I'm not sure having the predicated dependencies will make them more usable in practice, since loop versioning is highly undesirable (due to code bloat and introduction of new branches) especially as the number of transformations that rely on dependence analysis increase in the loop optimization pipeline.

I would have liked to invert the option though. Most similar options are set up such that they allow to opt-out of the sound behavior.

I would have liked to invert the option though. Most similar options are set up such that they allow to opt-out of the sound behavior.

Are you saying you'd like the validity checks to be off by default? Unfortunately for the cases mentioned by Dave and Michael, the compiler would have to be pessimistic and do these validity checks otherwise incorrect transformations can take place. That's why this option leaves the checks intact by default.

I would have liked to invert the option though. Most similar options are set up such that they allow to opt-out of the sound behavior.

Are you saying you'd like the validity checks to be off by default? Unfortunately for the cases mentioned by Dave and Michael, the compiler would have to be pessimistic and do these validity checks otherwise incorrect transformations can take place. That's why this option leaves the checks intact by default.

I do want validity checks by default.

I thought about having the option to be called something like "da-delinearization-no-checks". It would be false by default and it would avoid the "=false" part you need now. Setting it would mean you get the unsound behavior.

Now I don't feel strongly about it. Go ahead with the current wording if you want.

fhahn added a comment.Jun 4 2019, 10:36 AM

I would have liked to invert the option though. Most similar options are set up such that they allow to opt-out of the sound behavior.

Are you saying you'd like the validity checks to be off by default? Unfortunately for the cases mentioned by Dave and Michael, the compiler would have to be pessimistic and do these validity checks otherwise incorrect transformations can take place. That's why this option leaves the checks intact by default.

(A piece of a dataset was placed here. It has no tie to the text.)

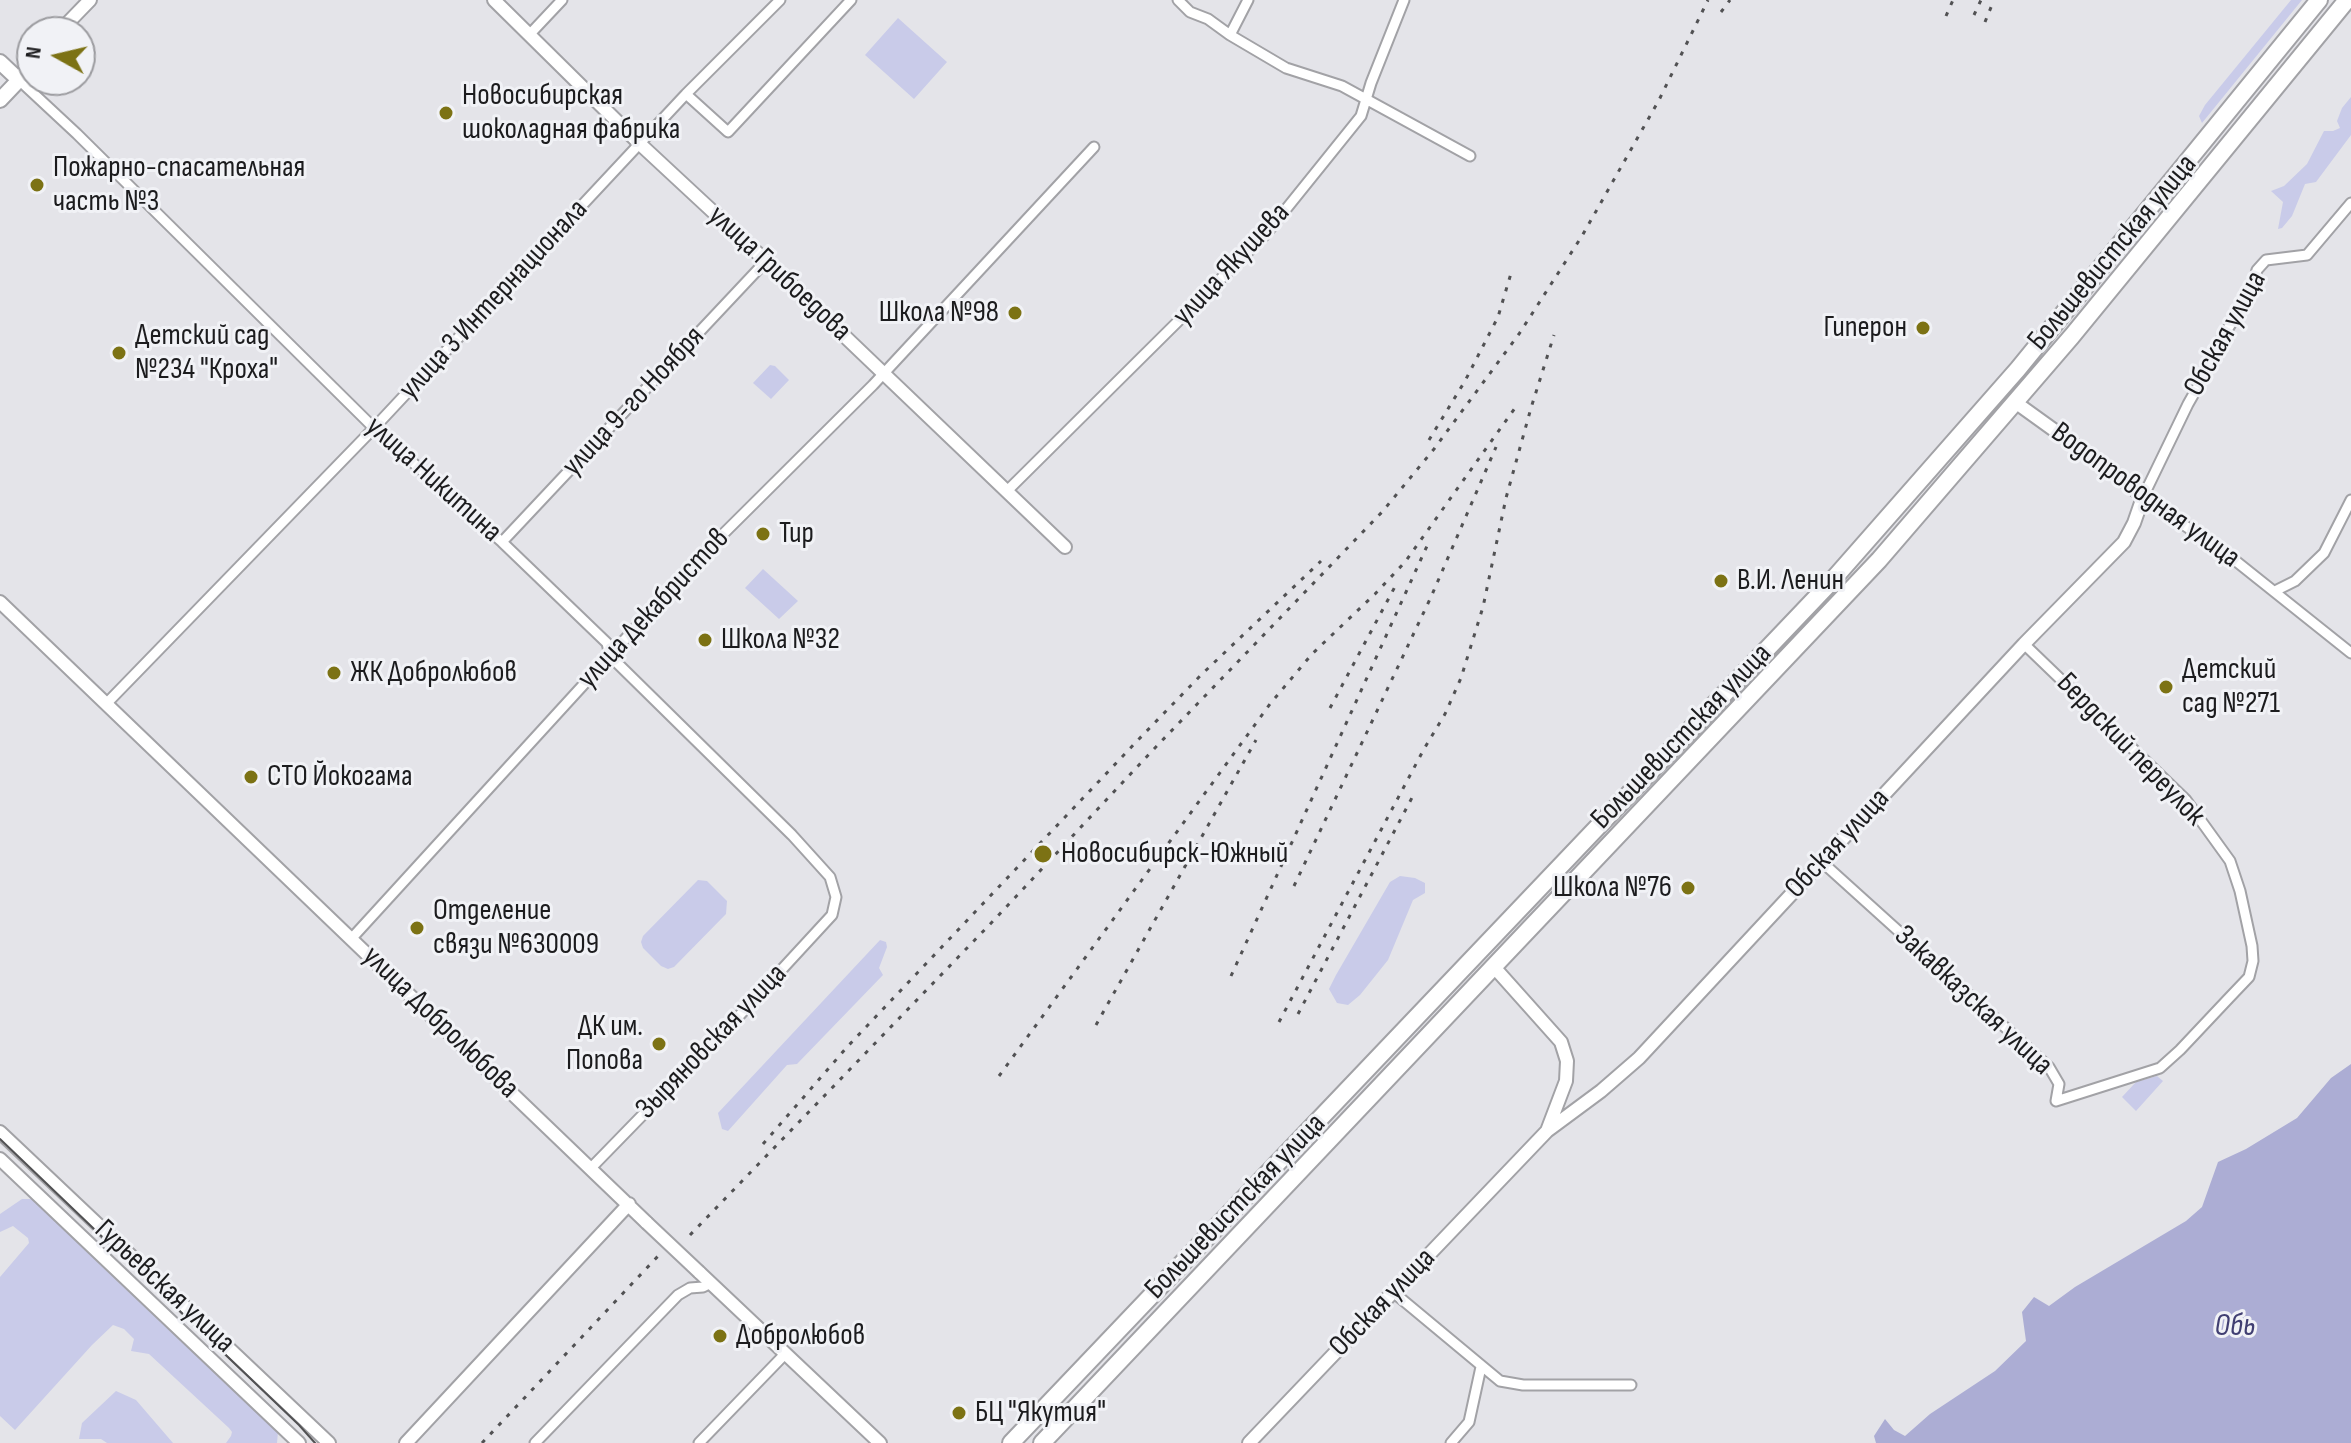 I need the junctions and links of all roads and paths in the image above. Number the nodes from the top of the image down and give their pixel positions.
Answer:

I do want validity checks by default.

I thought about having the option to be called something like "da-delinearization-no-checks". It would be false by default and it would avoid the "=false" part you need now. Setting it would mean you get the unsound behavior.

I agree it would be better to have an option to actively disable the checks, rather than the other way around. ( personally I also think something like -da-disable-delinearization-checks would be a bit more descriptive). Also, I think it is worth calling out the unsoundness of setting the option in the description.

I would have liked to invert the option though. Most similar options are set up such that they allow to opt-out of the sound behavior.

Are you saying you'd like the validity checks to be off by default? Unfortunately for the cases mentioned by Dave and Michael, the compiler would have to be pessimistic and do these validity checks otherwise incorrect transformations can take place. That's why this option leaves the checks intact by default.

I do want validity checks by default.

I thought about having the option to be called something like "da-delinearization-no-checks". It would be false by default and it would avoid the "=false" part you need now. Setting it would mean you get the unsound behavior.

I agree it would be better to have an option to actively disable the checks, rather than the other way around. ( personally I also think something like -da-disable-delinearization-checks would be a bit more descriptive). Also, I think it is worth calling out the unsoundness of setting the option in the description.

+1

bmahjour updated this revision to Diff 202999.Jun 4 2019, 12:47 PM

Renamed the option to -da-disable-delinearization-checks and set the default value to "false". Updated LIT tests accordingly.

bmahjour updated this revision to Diff 203003.Jun 4 2019, 12:54 PM

formatting change to reduce the number of new lines in the options description.

This revision was automatically updated to reflect the committed changes.